That is exactly why we created Studio Visit Book 7. To get inside the real spaces. Not the curated ones. Not the ones cleaned up for a photograph. The messy, honest, lived-in rooms where art actually happens. Where the floor tells you more about the artist than their bio ever could.

Stacy Kron’s studio is one of those spaces. And we are so glad to have her as a selected artist in this edition.

Stacy is based in Minnesota and she works from two spaces in her home. One is at an old desk by south-facing windows where she warms up every morning with her sketchbooks before she even opens her computer. The other is a basement room that used to be storage. The concrete floor is covered in colourful splatters and drips. The walls are splattered. The ceiling is splattered. Her husband built her a movable wall on wheels so she can clip unstretched canvases to it. It is the kind of room where freedom lives because nothing in it is precious.

And that freedom is everything to how she works. Stacy makes abstract paintings that are physical, emotional, layered, and alive. She moves her body while she paints. She closes her eyes and imagines her brush as the bow of a cello. She jokes that painting is her cardio but she means it. The more she moves the more expressive the marks become and the more freedom she feels. It is somatic. It is healing. Sometimes there are tears. That is part of it.

She came to this through a life full of different skills. Graphic design. Photography. Years of learning the rules so she could break them on purpose. Her design background shows up in how she composes.

Photography taught her to see light in a way most painters do not. And growing up on a farm, her favourite chore was painting fences and barns with buckets of white paint and big sweeping strokes. She was never neat about it. Some things start early and never leave you.

There are maybe hundreds of works in progress in her studio at any given time. She works based on mood, on energy, on what calls her that day.

She was recently diagnosed with ADHD and instead of seeing it as something to manage she sees it as an asset. It is why she tries so many things. It is why happy accidents keep happening. It is why her process looks like chaos from the outside but makes perfect sense from the inside.

And underneath all of it is her faith. Creating for Stacy is an act of worship. She starts her days asking God what they should create together. That is not a metaphor. That is literally how she begins.

And that conversation runs through everything she makes, every layer she builds, every ugly base coat that gets redeemed and transformed into something beautiful. She believes we are made to create. And she paints like she means it.
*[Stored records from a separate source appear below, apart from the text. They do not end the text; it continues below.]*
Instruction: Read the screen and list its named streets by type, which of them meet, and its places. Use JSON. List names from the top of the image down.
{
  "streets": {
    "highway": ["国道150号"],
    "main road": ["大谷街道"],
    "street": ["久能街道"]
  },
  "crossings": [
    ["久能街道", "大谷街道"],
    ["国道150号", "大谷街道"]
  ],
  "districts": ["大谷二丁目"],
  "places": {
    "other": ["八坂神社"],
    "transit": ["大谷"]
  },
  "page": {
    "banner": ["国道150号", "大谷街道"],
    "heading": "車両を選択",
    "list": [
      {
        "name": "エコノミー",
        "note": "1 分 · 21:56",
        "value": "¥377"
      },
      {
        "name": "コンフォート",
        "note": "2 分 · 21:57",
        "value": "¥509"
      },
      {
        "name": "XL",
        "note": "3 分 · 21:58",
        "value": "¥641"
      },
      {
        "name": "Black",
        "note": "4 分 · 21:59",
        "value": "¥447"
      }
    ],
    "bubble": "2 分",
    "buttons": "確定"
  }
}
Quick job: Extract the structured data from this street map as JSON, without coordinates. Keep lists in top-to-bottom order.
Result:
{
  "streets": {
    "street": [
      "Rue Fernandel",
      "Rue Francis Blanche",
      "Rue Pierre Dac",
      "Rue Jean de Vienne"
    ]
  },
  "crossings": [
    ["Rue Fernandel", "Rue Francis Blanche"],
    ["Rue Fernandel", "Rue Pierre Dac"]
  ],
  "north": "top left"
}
Now, let’s hear from Stacy about what her paint-splattered basement has taught her about freedom, why she paints with her eyes closed, how music and memory move through her hands, and what it means to create as an act of faith.
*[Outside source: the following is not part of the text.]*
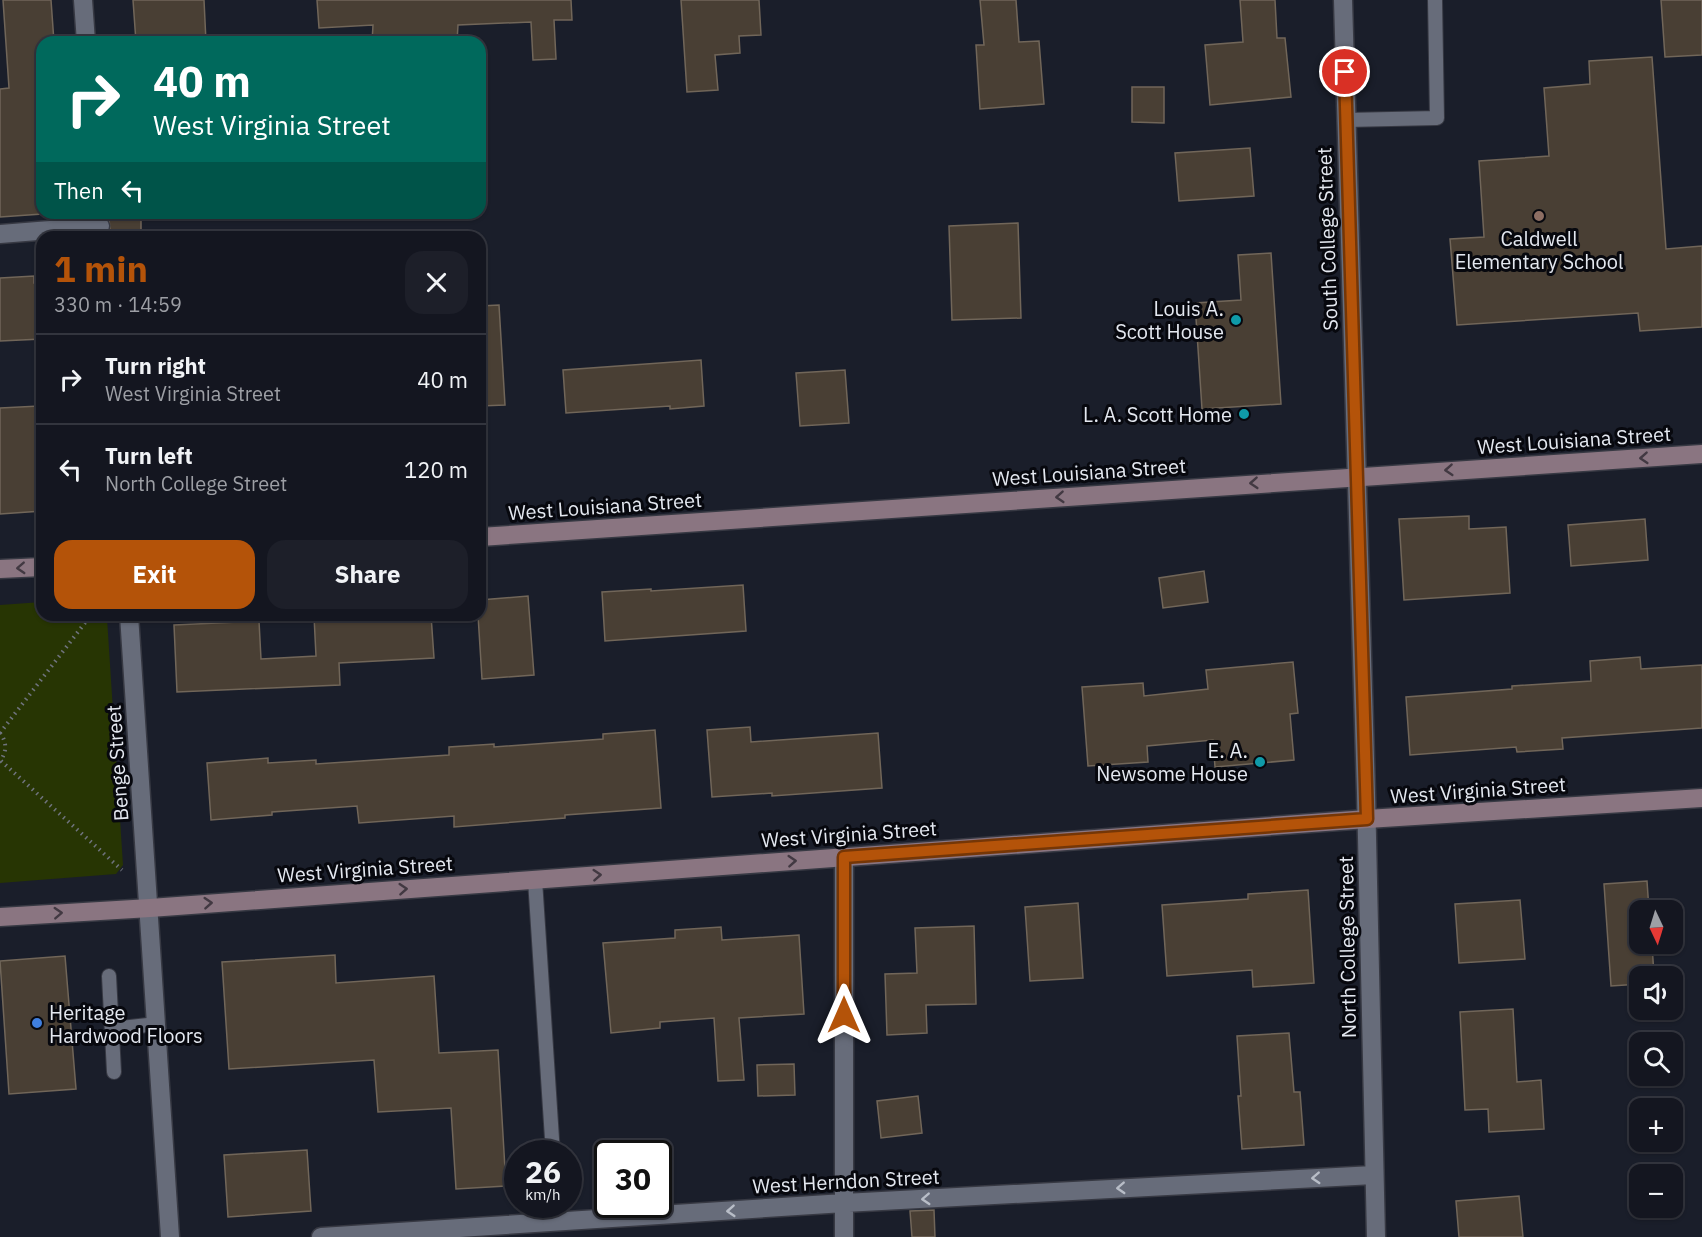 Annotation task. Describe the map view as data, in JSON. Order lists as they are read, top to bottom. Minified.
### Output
{"streets":{"main road":["West Louisiana Street","West Virginia Street"],"street":["South College Street","Benge Street","North College Street","West Herndon Street"]},"crossings":[["South College Street","West Louisiana Street"],["South College Street","North College Street"],["West Louisiana Street","North College Street"],["Benge Street","West Virginia Street"],["West Virginia Street","North College Street"],["North College Street","West Herndon Street"]],"one_way":["West Louisiana Street","West Virginia Street","West Herndon Street"],"places":["Caldwell Elementary School","Louis A. Scott House","L. A. Scott Home","E. A. Newsome House","Heritage Hardwood Floors"],"north":"bottom","page":{"turn":["40 m","West Virginia Street"],"then":"Then","heading":["1 min","330 m · 14:59"],"list":[{"name":"Turn right","note":"West Virginia Street","value":"40 m"},{"name":"Turn left","note":"North College Street","value":"120 m"}],"buttons":["Exit","Share"],"map_buttons":["+","−"],"speed":"26 km/h","limit":"30"}}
Q1. Before we talk about anything else, let’s begin with the studio. What meets you when you enter, and how does that guide what you do next?  

I’m thankful to have a couple of main areas in my home set aside as creative workspaces. One is at an old desk that sits in front of a row of south-facing windows, looking out onto our backyard. I usually start my workday there (especially if the sun is shining) before I even look at my computer. As a warm-up, I add something – anything – to one of my sketchbooks. I don’t overthink it. I also love painting swatches of limited color palettes there; it’s very meditative for me. If I’m working with watercolors or gouache, or painting on small canvases, that’s the spot where it happens. When I need to stretch out and work bigger—or when things are bound to get messy—I head to my home studio in the basement, which used to be a storage room. When you open the door, it’s kind of like an obstacle course to move around. The concrete floor is layered with colorful splatters and drips of paint, and the walls—and even the ceiling—are splattered too. My dear handyman husband built me a movable wall on caster wheels so I can clip unstretched canvas and large papers to it. Having the freedom to make a mess is essential to my process. I usually do a little organizing before I start painting, since I tend to leave my supplies out from the previous session. Sometimes I’ll pick up where I left off, and other times I’ll start something completely new. I ask God what we should create together and let His prompting lead the way.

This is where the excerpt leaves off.